WHAT YOU SHOULD DO ::
Word for word, repeat each record that follows.

══ RECORD SET ══

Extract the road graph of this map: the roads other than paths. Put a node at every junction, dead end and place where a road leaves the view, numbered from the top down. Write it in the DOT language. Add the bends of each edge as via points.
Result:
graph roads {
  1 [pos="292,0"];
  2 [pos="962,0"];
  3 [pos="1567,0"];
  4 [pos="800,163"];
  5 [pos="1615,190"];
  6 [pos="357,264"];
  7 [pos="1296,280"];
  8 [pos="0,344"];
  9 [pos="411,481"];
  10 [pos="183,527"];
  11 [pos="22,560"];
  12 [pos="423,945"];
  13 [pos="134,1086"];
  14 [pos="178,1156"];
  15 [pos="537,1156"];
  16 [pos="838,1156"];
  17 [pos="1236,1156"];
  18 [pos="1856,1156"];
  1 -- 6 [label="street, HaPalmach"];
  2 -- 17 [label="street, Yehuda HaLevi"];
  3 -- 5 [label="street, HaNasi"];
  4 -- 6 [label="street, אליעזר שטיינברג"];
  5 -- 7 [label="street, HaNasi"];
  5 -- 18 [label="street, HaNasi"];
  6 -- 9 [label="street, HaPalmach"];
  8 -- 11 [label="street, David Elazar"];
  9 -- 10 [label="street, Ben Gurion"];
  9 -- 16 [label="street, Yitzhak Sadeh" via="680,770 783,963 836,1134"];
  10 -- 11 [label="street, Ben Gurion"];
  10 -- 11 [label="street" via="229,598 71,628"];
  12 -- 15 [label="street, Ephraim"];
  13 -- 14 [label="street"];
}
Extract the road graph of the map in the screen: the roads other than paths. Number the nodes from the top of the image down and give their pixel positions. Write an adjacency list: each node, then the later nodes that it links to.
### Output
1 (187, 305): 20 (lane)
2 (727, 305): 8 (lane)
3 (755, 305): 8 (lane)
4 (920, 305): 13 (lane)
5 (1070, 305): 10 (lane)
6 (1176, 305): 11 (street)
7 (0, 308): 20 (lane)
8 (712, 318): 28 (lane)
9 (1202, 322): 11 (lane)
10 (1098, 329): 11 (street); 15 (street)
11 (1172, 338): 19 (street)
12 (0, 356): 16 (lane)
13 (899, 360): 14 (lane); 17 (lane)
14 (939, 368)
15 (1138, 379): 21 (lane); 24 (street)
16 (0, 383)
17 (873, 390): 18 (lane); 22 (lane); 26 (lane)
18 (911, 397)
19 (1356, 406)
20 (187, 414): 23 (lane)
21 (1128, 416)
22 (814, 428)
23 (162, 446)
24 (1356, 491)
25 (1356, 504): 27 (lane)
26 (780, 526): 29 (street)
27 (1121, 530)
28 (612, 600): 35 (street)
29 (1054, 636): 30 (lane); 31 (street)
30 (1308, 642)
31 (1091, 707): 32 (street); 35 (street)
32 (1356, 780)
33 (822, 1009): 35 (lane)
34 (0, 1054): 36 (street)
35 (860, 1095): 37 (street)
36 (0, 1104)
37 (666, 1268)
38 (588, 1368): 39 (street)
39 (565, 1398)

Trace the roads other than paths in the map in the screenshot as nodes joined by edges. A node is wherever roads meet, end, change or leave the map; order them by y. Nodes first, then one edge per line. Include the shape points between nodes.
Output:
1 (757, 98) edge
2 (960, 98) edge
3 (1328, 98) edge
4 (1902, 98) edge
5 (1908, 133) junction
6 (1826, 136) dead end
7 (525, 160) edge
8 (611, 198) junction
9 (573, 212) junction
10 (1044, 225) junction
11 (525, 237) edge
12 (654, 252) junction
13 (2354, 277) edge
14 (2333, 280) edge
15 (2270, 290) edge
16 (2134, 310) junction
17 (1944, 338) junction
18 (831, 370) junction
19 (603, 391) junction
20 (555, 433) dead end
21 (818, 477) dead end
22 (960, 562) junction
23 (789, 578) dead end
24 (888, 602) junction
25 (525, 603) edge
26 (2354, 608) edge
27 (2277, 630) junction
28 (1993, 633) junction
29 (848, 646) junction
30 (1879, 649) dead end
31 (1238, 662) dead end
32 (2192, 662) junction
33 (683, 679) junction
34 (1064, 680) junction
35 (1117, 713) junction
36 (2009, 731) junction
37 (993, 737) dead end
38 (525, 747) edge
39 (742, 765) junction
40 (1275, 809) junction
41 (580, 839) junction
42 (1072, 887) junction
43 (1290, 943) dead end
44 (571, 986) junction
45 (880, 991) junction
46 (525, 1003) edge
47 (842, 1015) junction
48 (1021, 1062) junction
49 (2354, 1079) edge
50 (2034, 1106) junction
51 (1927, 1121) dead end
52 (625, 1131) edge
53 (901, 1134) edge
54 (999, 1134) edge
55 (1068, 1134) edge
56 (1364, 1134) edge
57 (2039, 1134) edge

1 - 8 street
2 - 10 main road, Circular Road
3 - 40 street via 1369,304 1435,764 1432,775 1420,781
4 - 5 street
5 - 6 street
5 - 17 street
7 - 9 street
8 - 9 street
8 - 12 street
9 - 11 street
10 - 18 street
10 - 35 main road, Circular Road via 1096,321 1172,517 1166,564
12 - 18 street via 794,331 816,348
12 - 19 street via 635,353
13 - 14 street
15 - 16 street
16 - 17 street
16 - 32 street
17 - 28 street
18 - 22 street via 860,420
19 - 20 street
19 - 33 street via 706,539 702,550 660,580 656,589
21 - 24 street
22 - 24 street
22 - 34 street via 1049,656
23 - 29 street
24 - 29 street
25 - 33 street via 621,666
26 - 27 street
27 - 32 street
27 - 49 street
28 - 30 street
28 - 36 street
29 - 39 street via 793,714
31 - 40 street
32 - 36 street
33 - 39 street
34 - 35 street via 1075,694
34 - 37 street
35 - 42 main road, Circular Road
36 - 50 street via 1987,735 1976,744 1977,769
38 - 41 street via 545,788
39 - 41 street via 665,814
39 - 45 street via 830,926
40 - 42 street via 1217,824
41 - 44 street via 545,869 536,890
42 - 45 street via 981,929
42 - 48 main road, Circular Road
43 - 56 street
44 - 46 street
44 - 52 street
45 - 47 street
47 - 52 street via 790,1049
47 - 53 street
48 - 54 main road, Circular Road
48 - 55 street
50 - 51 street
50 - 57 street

═══

COMPLETED TASK ::
Extract the road graph of this map: the roads other than paths. Put a node at every junction, dead end and place where a road leaves the view, numbered from the top down. Write it in the DOT language. Add the bends of each edge as via points.
Result:
graph roads {
  1 [pos="292,0"];
  2 [pos="962,0"];
  3 [pos="1567,0"];
  4 [pos="800,163"];
  5 [pos="1615,190"];
  6 [pos="357,264"];
  7 [pos="1296,280"];
  8 [pos="0,344"];
  9 [pos="411,481"];
  10 [pos="183,527"];
  11 [pos="22,560"];
  12 [pos="423,945"];
  13 [pos="134,1086"];
  14 [pos="178,1156"];
  15 [pos="537,1156"];
  16 [pos="838,1156"];
  17 [pos="1236,1156"];
  18 [pos="1856,1156"];
  1 -- 6 [label="street, HaPalmach"];
  2 -- 17 [label="street, Yehuda HaLevi"];
  3 -- 5 [label="street, HaNasi"];
  4 -- 6 [label="street, אליעזר שטיינברג"];
  5 -- 7 [label="street, HaNasi"];
  5 -- 18 [label="street, HaNasi"];
  6 -- 9 [label="street, HaPalmach"];
  8 -- 11 [label="street, David Elazar"];
  9 -- 10 [label="street, Ben Gurion"];
  9 -- 16 [label="street, Yitzhak Sadeh" via="680,770 783,963 836,1134"];
  10 -- 11 [label="street, Ben Gurion"];
  10 -- 11 [label="street" via="229,598 71,628"];
  12 -- 15 [label="street, Ephraim"];
  13 -- 14 [label="street"];
}
Extract the road graph of the map in the screen: the roads other than paths. Number the nodes from the top of the image down and give their pixel positions. Write an adjacency list: each node, then the later nodes that it links to.
### Output
1 (187, 305): 20 (lane)
2 (727, 305): 8 (lane)
3 (755, 305): 8 (lane)
4 (920, 305): 13 (lane)
5 (1070, 305): 10 (lane)
6 (1176, 305): 11 (street)
7 (0, 308): 20 (lane)
8 (712, 318): 28 (lane)
9 (1202, 322): 11 (lane)
10 (1098, 329): 11 (street); 15 (street)
11 (1172, 338): 19 (street)
12 (0, 356): 16 (lane)
13 (899, 360): 14 (lane); 17 (lane)
14 (939, 368)
15 (1138, 379): 21 (lane); 24 (street)
16 (0, 383)
17 (873, 390): 18 (lane); 22 (lane); 26 (lane)
18 (911, 397)
19 (1356, 406)
20 (187, 414): 23 (lane)
21 (1128, 416)
22 (814, 428)
23 (162, 446)
24 (1356, 491)
25 (1356, 504): 27 (lane)
26 (780, 526): 29 (street)
27 (1121, 530)
28 (612, 600): 35 (street)
29 (1054, 636): 30 (lane); 31 (street)
30 (1308, 642)
31 (1091, 707): 32 (street); 35 (street)
32 (1356, 780)
33 (822, 1009): 35 (lane)
34 (0, 1054): 36 (street)
35 (860, 1095): 37 (street)
36 (0, 1104)
37 (666, 1268)
38 (588, 1368): 39 (street)
39 (565, 1398)

Trace the roads other than paths in the map in the screenshot as nodes joined by edges. A node is wherever roads meet, end, change or leave the map; order them by y. Nodes first, then one edge per line. Include the shape points between nodes.
Output:
1 (757, 98) edge
2 (960, 98) edge
3 (1328, 98) edge
4 (1902, 98) edge
5 (1908, 133) junction
6 (1826, 136) dead end
7 (525, 160) edge
8 (611, 198) junction
9 (573, 212) junction
10 (1044, 225) junction
11 (525, 237) edge
12 (654, 252) junction
13 (2354, 277) edge
14 (2333, 280) edge
15 (2270, 290) edge
16 (2134, 310) junction
17 (1944, 338) junction
18 (831, 370) junction
19 (603, 391) junction
20 (555, 433) dead end
21 (818, 477) dead end
22 (960, 562) junction
23 (789, 578) dead end
24 (888, 602) junction
25 (525, 603) edge
26 (2354, 608) edge
27 (2277, 630) junction
28 (1993, 633) junction
29 (848, 646) junction
30 (1879, 649) dead end
31 (1238, 662) dead end
32 (2192, 662) junction
33 (683, 679) junction
34 (1064, 680) junction
35 (1117, 713) junction
36 (2009, 731) junction
37 (993, 737) dead end
38 (525, 747) edge
39 (742, 765) junction
40 (1275, 809) junction
41 (580, 839) junction
42 (1072, 887) junction
43 (1290, 943) dead end
44 (571, 986) junction
45 (880, 991) junction
46 (525, 1003) edge
47 (842, 1015) junction
48 (1021, 1062) junction
49 (2354, 1079) edge
50 (2034, 1106) junction
51 (1927, 1121) dead end
52 (625, 1131) edge
53 (901, 1134) edge
54 (999, 1134) edge
55 (1068, 1134) edge
56 (1364, 1134) edge
57 (2039, 1134) edge

1 - 8 street
2 - 10 main road, Circular Road
3 - 40 street via 1369,304 1435,764 1432,775 1420,781
4 - 5 street
5 - 6 street
5 - 17 street
7 - 9 street
8 - 9 street
8 - 12 street
9 - 11 street
10 - 18 street
10 - 35 main road, Circular Road via 1096,321 1172,517 1166,564
12 - 18 street via 794,331 816,348
12 - 19 street via 635,353
13 - 14 street
15 - 16 street
16 - 17 street
16 - 32 street
17 - 28 street
18 - 22 street via 860,420
19 - 20 street
19 - 33 street via 706,539 702,550 660,580 656,589
21 - 24 street
22 - 24 street
22 - 34 street via 1049,656
23 - 29 street
24 - 29 street
25 - 33 street via 621,666
26 - 27 street
27 - 32 street
27 - 49 street
28 - 30 street
28 - 36 street
29 - 39 street via 793,714
31 - 40 street
32 - 36 street
33 - 39 street
34 - 35 street via 1075,694
34 - 37 street
35 - 42 main road, Circular Road
36 - 50 street via 1987,735 1976,744 1977,769
38 - 41 street via 545,788
39 - 41 street via 665,814
39 - 45 street via 830,926
40 - 42 street via 1217,824
41 - 44 street via 545,869 536,890
42 - 45 street via 981,929
42 - 48 main road, Circular Road
43 - 56 street
44 - 46 street
44 - 52 street
45 - 47 street
47 - 52 street via 790,1049
47 - 53 street
48 - 54 main road, Circular Road
48 - 55 street
50 - 51 street
50 - 57 street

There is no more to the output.